(Saved data entries)
>>>

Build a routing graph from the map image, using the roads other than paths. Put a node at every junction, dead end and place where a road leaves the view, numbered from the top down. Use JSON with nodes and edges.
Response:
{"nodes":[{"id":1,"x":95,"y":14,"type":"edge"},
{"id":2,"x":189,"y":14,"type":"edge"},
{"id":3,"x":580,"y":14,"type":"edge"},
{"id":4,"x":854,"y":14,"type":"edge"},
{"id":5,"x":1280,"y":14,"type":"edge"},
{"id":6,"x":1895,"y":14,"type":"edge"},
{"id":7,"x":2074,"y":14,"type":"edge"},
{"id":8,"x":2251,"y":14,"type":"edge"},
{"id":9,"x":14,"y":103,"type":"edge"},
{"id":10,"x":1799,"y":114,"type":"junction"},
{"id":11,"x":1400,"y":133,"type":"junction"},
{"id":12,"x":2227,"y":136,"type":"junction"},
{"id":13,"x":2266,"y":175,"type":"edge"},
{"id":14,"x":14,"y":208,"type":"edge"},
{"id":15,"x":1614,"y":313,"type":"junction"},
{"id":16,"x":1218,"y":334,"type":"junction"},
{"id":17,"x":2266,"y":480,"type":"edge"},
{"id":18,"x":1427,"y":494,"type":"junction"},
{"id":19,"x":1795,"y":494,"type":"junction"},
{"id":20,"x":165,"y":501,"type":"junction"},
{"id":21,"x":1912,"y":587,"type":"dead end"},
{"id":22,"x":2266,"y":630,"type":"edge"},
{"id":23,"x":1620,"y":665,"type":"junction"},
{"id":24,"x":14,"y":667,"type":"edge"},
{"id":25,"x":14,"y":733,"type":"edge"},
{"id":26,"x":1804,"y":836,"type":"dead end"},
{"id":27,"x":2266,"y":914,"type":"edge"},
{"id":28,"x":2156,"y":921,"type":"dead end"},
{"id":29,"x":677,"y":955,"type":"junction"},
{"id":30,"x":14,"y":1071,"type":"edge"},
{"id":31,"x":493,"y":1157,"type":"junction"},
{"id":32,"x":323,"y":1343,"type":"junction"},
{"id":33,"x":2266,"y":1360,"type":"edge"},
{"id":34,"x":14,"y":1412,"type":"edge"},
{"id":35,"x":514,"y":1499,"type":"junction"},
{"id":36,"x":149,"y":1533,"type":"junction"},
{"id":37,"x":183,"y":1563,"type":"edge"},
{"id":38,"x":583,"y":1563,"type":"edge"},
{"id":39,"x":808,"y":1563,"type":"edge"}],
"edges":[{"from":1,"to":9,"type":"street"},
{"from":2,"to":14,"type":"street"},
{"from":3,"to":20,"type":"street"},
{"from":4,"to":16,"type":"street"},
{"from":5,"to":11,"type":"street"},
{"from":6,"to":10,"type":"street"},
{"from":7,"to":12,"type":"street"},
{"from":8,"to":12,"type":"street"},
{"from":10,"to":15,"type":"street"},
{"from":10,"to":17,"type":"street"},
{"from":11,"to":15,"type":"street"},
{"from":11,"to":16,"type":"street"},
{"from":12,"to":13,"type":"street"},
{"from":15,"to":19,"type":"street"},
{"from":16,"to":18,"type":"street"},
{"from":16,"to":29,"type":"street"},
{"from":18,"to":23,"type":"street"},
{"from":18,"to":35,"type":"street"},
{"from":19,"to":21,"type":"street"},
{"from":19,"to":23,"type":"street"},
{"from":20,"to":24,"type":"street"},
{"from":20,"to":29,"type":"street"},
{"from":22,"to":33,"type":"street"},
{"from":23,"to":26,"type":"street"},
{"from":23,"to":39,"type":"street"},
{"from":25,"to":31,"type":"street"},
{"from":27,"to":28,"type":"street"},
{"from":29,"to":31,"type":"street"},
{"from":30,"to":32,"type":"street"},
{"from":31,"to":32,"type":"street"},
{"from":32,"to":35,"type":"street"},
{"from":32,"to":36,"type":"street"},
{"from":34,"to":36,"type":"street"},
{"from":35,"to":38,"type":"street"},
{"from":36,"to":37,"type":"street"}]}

<<<

Please reproduce each entry above exactly as it reads.

# [Response to the task]
Build a routing graph from the map image, using the roads other than paths. Put a node at every junction, dead end and place where a road leaves the view, numbered from the top down. Use JSON with nodes and edges.
Response:
{"nodes":[{"id":1,"x":95,"y":14,"type":"edge"},
{"id":2,"x":189,"y":14,"type":"edge"},
{"id":3,"x":580,"y":14,"type":"edge"},
{"id":4,"x":854,"y":14,"type":"edge"},
{"id":5,"x":1280,"y":14,"type":"edge"},
{"id":6,"x":1895,"y":14,"type":"edge"},
{"id":7,"x":2074,"y":14,"type":"edge"},
{"id":8,"x":2251,"y":14,"type":"edge"},
{"id":9,"x":14,"y":103,"type":"edge"},
{"id":10,"x":1799,"y":114,"type":"junction"},
{"id":11,"x":1400,"y":133,"type":"junction"},
{"id":12,"x":2227,"y":136,"type":"junction"},
{"id":13,"x":2266,"y":175,"type":"edge"},
{"id":14,"x":14,"y":208,"type":"edge"},
{"id":15,"x":1614,"y":313,"type":"junction"},
{"id":16,"x":1218,"y":334,"type":"junction"},
{"id":17,"x":2266,"y":480,"type":"edge"},
{"id":18,"x":1427,"y":494,"type":"junction"},
{"id":19,"x":1795,"y":494,"type":"junction"},
{"id":20,"x":165,"y":501,"type":"junction"},
{"id":21,"x":1912,"y":587,"type":"dead end"},
{"id":22,"x":2266,"y":630,"type":"edge"},
{"id":23,"x":1620,"y":665,"type":"junction"},
{"id":24,"x":14,"y":667,"type":"edge"},
{"id":25,"x":14,"y":733,"type":"edge"},
{"id":26,"x":1804,"y":836,"type":"dead end"},
{"id":27,"x":2266,"y":914,"type":"edge"},
{"id":28,"x":2156,"y":921,"type":"dead end"},
{"id":29,"x":677,"y":955,"type":"junction"},
{"id":30,"x":14,"y":1071,"type":"edge"},
{"id":31,"x":493,"y":1157,"type":"junction"},
{"id":32,"x":323,"y":1343,"type":"junction"},
{"id":33,"x":2266,"y":1360,"type":"edge"},
{"id":34,"x":14,"y":1412,"type":"edge"},
{"id":35,"x":514,"y":1499,"type":"junction"},
{"id":36,"x":149,"y":1533,"type":"junction"},
{"id":37,"x":183,"y":1563,"type":"edge"},
{"id":38,"x":583,"y":1563,"type":"edge"},
{"id":39,"x":808,"y":1563,"type":"edge"}],
"edges":[{"from":1,"to":9,"type":"street"},
{"from":2,"to":14,"type":"street"},
{"from":3,"to":20,"type":"street"},
{"from":4,"to":16,"type":"street"},
{"from":5,"to":11,"type":"street"},
{"from":6,"to":10,"type":"street"},
{"from":7,"to":12,"type":"street"},
{"from":8,"to":12,"type":"street"},
{"from":10,"to":15,"type":"street"},
{"from":10,"to":17,"type":"street"},
{"from":11,"to":15,"type":"street"},
{"from":11,"to":16,"type":"street"},
{"from":12,"to":13,"type":"street"},
{"from":15,"to":19,"type":"street"},
{"from":16,"to":18,"type":"street"},
{"from":16,"to":29,"type":"street"},
{"from":18,"to":23,"type":"street"},
{"from":18,"to":35,"type":"street"},
{"from":19,"to":21,"type":"street"},
{"from":19,"to":23,"type":"street"},
{"from":20,"to":24,"type":"street"},
{"from":20,"to":29,"type":"street"},
{"from":22,"to":33,"type":"street"},
{"from":23,"to":26,"type":"street"},
{"from":23,"to":39,"type":"street"},
{"from":25,"to":31,"type":"street"},
{"from":27,"to":28,"type":"street"},
{"from":29,"to":31,"type":"street"},
{"from":30,"to":32,"type":"street"},
{"from":31,"to":32,"type":"street"},
{"from":32,"to":35,"type":"street"},
{"from":32,"to":36,"type":"street"},
{"from":34,"to":36,"type":"street"},
{"from":35,"to":38,"type":"street"},
{"from":36,"to":37,"type":"street"}]}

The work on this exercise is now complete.